Should a line in the entries below contain "nodes", return that line.

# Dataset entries
══════

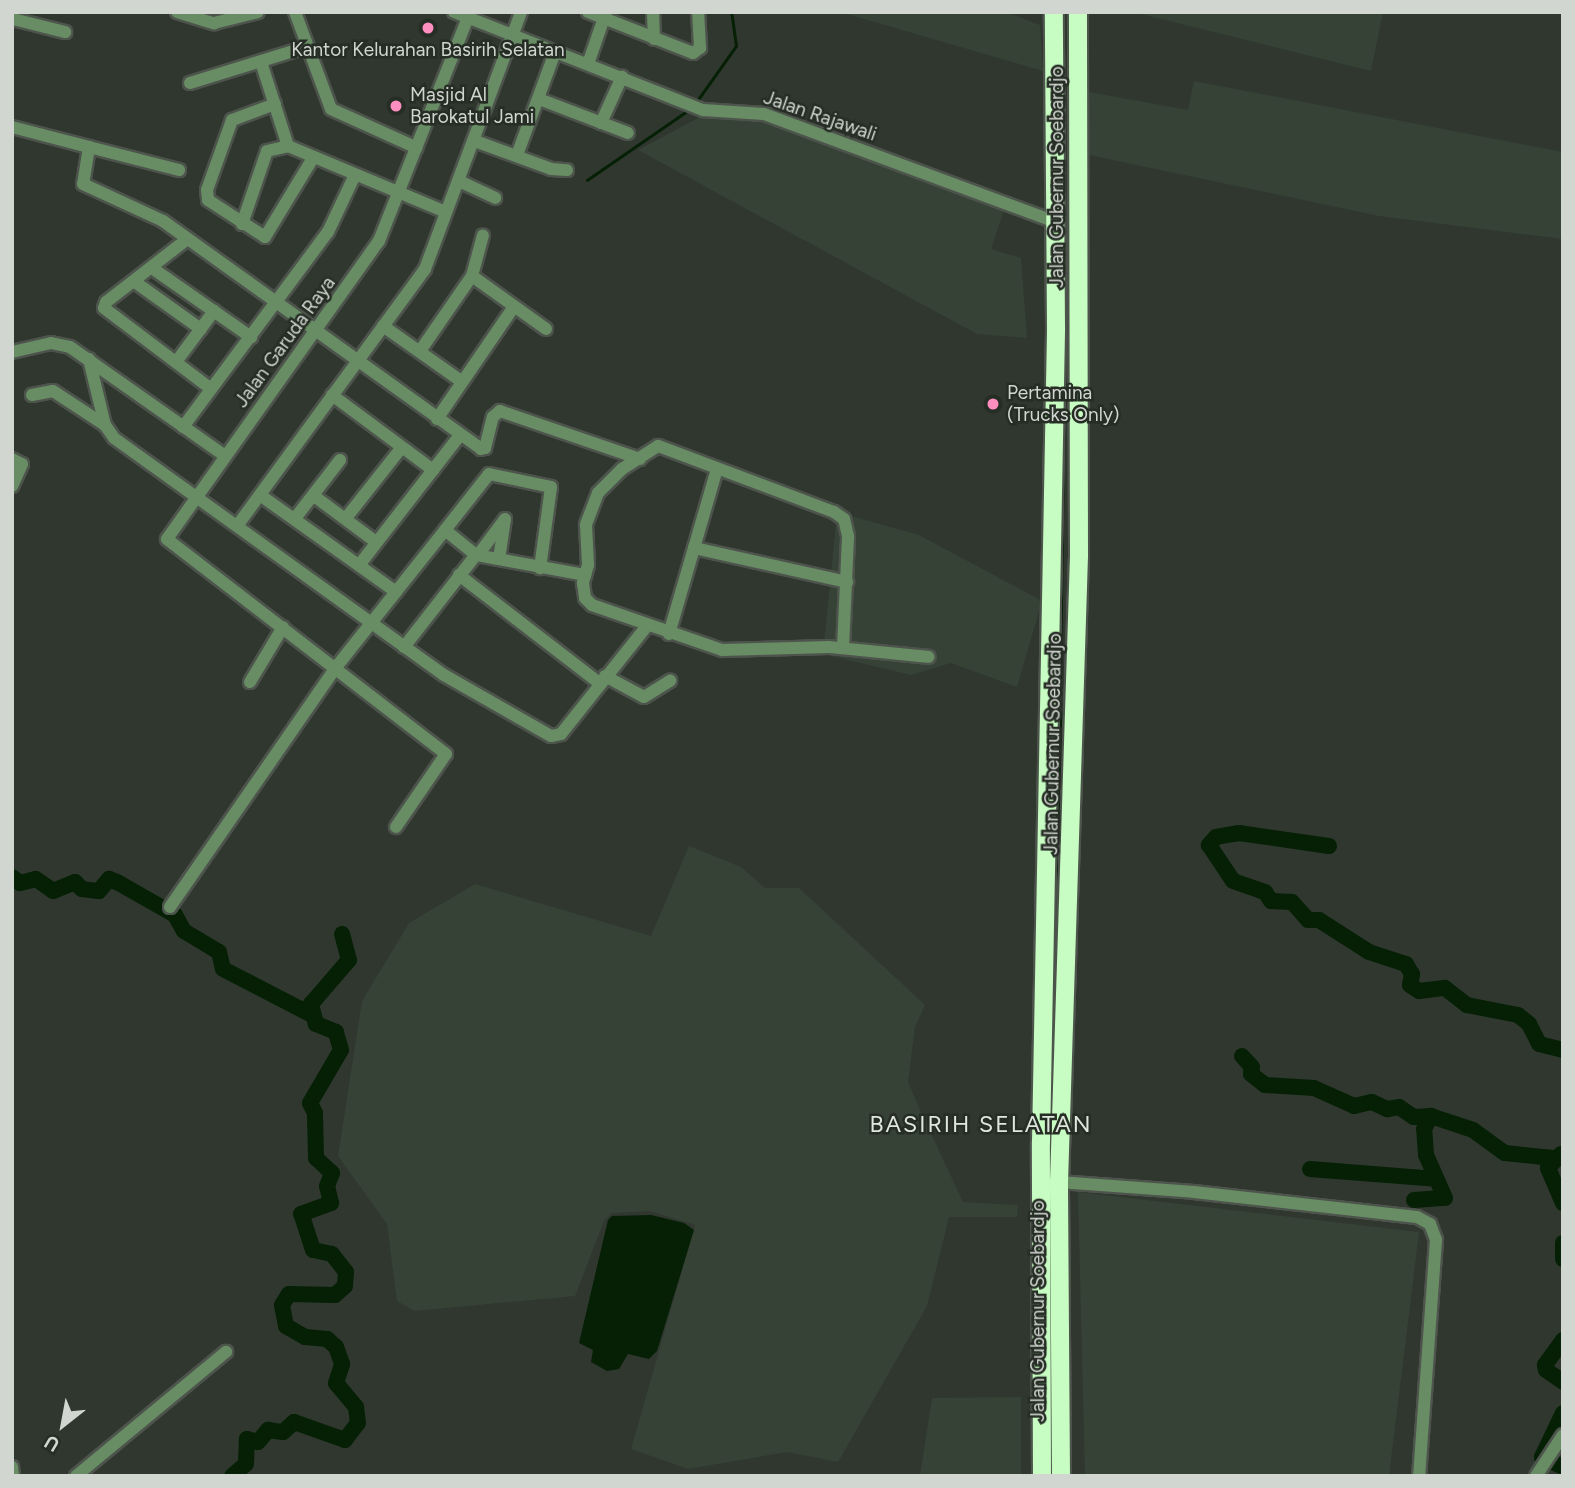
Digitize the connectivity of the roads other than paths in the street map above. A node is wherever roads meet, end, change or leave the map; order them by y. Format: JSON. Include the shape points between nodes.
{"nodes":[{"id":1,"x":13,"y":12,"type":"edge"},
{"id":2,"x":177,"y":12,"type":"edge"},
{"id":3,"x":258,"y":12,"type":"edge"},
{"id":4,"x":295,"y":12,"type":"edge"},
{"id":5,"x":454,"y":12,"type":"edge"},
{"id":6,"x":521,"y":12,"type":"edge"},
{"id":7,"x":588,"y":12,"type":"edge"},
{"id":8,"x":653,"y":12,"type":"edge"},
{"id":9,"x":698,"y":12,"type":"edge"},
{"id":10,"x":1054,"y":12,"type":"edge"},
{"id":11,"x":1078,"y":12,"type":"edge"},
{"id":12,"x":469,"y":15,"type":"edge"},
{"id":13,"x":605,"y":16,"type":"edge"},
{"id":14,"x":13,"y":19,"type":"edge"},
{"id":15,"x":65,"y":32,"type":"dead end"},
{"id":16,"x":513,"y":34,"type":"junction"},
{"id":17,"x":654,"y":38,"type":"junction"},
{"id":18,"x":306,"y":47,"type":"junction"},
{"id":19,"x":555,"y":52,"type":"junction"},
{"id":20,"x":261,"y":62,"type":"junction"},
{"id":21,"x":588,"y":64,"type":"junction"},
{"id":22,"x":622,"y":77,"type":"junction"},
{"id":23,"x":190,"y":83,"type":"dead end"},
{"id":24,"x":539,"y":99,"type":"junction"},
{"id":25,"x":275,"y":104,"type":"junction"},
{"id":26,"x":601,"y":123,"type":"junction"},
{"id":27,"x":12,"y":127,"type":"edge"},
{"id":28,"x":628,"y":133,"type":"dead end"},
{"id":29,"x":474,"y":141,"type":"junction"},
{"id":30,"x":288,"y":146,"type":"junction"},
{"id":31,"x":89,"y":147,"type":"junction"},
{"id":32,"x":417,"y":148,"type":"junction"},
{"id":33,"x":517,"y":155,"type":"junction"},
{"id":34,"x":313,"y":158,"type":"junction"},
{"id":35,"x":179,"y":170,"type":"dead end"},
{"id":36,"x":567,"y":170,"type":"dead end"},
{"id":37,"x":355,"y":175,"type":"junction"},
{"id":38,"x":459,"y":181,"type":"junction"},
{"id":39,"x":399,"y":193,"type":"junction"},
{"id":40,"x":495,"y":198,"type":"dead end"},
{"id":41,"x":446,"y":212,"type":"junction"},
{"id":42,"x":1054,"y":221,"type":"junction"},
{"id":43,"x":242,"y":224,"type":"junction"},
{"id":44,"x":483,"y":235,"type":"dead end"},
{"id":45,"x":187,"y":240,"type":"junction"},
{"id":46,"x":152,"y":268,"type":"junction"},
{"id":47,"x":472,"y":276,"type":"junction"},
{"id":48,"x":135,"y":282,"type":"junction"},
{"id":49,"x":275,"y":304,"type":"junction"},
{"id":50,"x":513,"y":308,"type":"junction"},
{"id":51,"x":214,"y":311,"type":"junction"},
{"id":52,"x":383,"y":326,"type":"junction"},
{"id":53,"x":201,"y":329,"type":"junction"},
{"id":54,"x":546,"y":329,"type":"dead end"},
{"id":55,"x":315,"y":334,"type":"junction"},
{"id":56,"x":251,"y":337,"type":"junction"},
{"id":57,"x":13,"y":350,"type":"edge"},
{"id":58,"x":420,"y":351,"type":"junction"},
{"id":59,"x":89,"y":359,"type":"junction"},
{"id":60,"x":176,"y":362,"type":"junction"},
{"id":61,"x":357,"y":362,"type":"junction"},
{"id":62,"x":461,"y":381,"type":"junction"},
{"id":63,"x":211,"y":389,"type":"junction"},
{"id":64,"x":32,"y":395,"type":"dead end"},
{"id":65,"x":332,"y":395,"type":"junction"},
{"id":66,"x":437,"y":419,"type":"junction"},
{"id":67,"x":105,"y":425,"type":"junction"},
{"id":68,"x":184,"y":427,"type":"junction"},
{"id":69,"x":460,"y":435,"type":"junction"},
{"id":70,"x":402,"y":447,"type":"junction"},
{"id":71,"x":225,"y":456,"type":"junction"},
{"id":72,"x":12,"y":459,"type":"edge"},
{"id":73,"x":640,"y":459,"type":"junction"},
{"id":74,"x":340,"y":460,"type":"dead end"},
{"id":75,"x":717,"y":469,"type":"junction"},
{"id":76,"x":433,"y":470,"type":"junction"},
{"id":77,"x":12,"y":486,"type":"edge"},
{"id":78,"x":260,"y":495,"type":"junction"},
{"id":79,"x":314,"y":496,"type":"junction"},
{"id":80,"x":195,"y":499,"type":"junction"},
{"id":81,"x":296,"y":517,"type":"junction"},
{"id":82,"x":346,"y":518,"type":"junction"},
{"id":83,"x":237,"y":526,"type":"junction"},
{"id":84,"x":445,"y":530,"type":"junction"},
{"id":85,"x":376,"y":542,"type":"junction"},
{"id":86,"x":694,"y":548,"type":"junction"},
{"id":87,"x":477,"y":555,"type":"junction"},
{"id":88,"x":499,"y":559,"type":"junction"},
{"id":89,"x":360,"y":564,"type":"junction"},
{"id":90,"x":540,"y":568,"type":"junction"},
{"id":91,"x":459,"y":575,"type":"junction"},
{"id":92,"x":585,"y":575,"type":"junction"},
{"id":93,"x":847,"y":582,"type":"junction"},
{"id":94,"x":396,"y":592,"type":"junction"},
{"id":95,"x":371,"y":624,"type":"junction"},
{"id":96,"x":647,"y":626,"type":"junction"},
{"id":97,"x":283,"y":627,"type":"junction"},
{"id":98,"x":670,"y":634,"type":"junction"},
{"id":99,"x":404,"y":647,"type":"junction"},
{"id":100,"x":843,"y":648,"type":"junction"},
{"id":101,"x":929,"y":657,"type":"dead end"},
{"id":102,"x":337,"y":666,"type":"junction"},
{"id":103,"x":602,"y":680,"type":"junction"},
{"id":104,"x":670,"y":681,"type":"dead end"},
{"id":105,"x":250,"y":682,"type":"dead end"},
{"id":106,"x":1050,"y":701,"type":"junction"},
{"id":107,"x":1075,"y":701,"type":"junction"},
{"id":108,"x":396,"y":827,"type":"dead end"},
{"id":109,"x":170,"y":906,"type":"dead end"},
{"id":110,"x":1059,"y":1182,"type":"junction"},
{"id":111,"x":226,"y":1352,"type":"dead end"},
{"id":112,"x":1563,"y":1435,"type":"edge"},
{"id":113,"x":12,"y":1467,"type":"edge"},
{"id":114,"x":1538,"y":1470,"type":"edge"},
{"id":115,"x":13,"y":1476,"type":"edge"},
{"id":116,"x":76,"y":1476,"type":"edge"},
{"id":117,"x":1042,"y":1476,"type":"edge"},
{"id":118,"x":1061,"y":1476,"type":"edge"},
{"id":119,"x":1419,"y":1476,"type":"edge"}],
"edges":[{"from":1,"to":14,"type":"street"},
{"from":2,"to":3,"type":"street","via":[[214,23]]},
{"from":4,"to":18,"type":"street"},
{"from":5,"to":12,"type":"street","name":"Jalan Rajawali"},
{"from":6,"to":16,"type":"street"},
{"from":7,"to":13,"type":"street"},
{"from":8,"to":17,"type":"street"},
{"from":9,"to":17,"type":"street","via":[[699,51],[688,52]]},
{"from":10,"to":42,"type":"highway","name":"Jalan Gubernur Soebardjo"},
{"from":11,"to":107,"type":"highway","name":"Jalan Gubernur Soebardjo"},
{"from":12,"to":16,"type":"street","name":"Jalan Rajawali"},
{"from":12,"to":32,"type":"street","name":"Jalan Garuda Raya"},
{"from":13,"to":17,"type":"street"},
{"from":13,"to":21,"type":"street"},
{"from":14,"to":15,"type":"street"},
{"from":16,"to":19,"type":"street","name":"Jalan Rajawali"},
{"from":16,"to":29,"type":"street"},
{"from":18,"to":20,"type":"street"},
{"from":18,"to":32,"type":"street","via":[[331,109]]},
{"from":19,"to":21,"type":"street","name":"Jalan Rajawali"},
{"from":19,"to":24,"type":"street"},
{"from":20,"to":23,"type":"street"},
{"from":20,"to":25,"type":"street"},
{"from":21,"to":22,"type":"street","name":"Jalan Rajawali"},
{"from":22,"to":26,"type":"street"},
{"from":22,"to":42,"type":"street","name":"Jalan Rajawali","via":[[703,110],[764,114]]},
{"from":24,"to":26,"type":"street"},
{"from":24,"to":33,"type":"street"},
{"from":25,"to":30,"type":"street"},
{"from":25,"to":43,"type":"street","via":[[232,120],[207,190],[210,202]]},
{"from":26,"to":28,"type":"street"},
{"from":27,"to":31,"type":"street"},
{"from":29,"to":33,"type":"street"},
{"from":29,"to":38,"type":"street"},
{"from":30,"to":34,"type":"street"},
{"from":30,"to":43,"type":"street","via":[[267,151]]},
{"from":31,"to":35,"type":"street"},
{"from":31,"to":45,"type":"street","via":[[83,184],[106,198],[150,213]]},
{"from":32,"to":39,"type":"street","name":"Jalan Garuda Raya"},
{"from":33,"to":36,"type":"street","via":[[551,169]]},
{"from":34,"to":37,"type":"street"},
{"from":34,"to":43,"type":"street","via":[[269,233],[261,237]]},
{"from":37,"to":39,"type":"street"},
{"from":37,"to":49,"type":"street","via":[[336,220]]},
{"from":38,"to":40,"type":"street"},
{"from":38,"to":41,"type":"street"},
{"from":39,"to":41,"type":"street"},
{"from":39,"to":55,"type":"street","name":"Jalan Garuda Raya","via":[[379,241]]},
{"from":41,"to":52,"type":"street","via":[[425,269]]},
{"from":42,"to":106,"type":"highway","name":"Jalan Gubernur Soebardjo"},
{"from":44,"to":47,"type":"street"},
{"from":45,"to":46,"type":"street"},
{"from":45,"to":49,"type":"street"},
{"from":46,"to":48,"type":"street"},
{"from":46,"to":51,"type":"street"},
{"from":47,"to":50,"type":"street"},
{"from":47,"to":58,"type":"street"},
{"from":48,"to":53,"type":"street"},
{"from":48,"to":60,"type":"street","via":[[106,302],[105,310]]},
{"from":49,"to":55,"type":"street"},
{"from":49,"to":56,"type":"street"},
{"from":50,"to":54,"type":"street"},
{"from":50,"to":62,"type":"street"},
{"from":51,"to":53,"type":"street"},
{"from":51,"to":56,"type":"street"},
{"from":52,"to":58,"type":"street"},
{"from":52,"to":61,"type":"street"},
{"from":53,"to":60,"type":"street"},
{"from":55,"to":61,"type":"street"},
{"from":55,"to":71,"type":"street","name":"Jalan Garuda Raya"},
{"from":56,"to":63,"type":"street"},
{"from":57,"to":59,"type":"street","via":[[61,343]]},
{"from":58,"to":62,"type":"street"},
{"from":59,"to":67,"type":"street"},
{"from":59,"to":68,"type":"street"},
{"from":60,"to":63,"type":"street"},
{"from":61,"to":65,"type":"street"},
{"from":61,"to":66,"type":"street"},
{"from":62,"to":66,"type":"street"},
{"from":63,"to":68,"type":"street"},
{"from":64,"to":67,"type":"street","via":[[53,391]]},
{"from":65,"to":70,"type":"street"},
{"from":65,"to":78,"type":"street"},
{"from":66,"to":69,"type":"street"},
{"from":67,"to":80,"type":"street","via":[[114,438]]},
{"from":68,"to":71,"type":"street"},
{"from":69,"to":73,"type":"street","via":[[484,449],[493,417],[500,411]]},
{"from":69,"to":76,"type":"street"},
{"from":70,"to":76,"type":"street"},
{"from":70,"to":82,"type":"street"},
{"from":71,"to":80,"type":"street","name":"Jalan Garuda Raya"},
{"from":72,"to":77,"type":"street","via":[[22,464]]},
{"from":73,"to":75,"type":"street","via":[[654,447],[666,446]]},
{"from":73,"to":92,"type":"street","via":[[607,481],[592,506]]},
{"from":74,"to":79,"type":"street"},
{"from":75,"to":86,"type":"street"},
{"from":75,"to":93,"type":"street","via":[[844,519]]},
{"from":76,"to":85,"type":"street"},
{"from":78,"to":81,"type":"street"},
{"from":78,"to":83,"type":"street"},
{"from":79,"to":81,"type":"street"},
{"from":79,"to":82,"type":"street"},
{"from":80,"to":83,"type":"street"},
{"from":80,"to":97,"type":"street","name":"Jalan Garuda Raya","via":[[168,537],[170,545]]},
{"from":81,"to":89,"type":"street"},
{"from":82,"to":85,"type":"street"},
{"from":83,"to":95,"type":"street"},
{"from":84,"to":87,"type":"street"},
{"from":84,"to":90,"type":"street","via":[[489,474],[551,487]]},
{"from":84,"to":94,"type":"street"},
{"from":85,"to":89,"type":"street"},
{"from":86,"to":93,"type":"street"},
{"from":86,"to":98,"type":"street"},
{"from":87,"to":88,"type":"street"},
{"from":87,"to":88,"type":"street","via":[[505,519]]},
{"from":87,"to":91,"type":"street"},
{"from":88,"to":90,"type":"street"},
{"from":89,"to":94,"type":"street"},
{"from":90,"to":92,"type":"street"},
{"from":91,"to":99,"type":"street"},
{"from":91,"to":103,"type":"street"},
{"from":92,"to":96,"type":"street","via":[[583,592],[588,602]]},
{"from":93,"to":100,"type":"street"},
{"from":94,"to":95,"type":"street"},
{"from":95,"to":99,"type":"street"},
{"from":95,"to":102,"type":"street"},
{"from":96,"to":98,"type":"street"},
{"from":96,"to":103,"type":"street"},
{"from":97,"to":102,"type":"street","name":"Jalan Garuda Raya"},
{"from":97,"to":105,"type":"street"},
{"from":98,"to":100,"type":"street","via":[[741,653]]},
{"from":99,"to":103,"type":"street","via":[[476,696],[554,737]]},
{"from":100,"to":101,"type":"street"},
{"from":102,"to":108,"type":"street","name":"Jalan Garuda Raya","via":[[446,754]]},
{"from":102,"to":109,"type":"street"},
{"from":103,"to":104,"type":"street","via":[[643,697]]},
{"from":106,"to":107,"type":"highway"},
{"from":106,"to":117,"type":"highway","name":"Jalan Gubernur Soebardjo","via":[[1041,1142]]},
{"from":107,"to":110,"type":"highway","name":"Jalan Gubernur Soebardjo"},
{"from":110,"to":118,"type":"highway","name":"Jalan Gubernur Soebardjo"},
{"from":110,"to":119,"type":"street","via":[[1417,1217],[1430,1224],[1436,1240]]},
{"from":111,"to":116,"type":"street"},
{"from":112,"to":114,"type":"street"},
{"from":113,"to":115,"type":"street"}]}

══════

# Written answer
Digitize the connectivity of the roads other than paths in the street map above. A node is wherever roads meet, end, change or leave the map; order them by y. Format: JSON. Include the shape points between nodes.
{"nodes":[{"id":1,"x":13,"y":12,"type":"edge"},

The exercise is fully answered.